▸ Material for this task

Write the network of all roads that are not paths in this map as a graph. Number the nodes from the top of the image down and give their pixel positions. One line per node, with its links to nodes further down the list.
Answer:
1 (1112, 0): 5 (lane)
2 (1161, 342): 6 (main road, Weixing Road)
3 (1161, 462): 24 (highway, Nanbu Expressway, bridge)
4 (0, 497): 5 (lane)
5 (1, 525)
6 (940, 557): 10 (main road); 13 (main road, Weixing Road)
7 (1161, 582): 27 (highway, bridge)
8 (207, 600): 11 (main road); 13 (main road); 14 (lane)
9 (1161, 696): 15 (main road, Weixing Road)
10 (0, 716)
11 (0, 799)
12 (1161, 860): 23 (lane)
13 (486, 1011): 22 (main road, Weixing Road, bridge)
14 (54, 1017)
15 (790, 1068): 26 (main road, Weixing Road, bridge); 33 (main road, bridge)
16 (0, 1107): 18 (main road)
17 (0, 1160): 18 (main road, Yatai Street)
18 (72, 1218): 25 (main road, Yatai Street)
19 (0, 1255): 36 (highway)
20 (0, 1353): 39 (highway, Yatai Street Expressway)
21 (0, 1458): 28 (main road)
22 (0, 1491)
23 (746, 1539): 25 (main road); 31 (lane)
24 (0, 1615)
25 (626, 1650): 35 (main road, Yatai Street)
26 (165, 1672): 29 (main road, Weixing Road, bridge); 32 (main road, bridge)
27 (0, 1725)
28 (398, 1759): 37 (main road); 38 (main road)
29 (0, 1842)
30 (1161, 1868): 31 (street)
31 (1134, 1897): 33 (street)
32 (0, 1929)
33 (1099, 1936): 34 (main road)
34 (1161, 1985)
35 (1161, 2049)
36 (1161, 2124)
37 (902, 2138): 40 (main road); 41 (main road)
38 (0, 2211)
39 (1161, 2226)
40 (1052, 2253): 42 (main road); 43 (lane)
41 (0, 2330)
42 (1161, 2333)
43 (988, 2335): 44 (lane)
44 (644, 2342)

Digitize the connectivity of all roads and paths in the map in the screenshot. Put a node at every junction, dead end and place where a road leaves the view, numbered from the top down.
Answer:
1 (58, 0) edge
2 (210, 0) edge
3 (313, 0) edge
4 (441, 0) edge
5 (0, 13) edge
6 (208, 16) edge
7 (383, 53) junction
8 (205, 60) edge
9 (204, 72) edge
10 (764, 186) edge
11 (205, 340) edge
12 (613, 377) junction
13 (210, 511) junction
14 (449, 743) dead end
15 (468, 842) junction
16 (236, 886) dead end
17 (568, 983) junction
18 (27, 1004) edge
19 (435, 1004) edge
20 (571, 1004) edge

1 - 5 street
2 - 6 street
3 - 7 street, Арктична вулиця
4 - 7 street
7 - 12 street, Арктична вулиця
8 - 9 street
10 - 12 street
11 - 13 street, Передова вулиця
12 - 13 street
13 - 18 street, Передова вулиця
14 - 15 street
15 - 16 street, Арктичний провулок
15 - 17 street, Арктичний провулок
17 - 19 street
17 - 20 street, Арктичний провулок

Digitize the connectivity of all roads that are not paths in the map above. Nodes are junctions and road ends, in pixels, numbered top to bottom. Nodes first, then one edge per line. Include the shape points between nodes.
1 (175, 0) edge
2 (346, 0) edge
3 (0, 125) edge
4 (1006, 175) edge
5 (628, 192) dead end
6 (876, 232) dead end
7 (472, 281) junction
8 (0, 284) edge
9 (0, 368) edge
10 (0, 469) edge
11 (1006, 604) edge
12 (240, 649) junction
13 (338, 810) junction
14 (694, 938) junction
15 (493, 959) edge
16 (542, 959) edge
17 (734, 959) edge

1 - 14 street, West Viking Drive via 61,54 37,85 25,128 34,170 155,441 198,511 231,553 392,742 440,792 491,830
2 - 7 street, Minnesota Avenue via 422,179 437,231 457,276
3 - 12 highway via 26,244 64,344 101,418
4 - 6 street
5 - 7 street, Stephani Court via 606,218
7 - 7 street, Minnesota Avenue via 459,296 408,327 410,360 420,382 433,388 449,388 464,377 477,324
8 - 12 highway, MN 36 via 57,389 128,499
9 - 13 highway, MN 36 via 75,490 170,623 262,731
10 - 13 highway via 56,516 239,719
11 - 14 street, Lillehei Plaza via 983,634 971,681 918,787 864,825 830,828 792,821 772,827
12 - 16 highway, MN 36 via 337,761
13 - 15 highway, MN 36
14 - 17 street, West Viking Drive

▸ Work item
The lines to return are those in the entries above that hold "from".

▸ Answer space
Write the network of all roads that are not paths in this map as a graph. Number the nodes from the top of the image down and give their pixel positions. One line per node, with its links to nodes further down the list.
Digitize the connectivity of all roads and paths in the map in the screenshot. Put a node at every junction, dead end and place where a road leaves the view, numbered from the top down.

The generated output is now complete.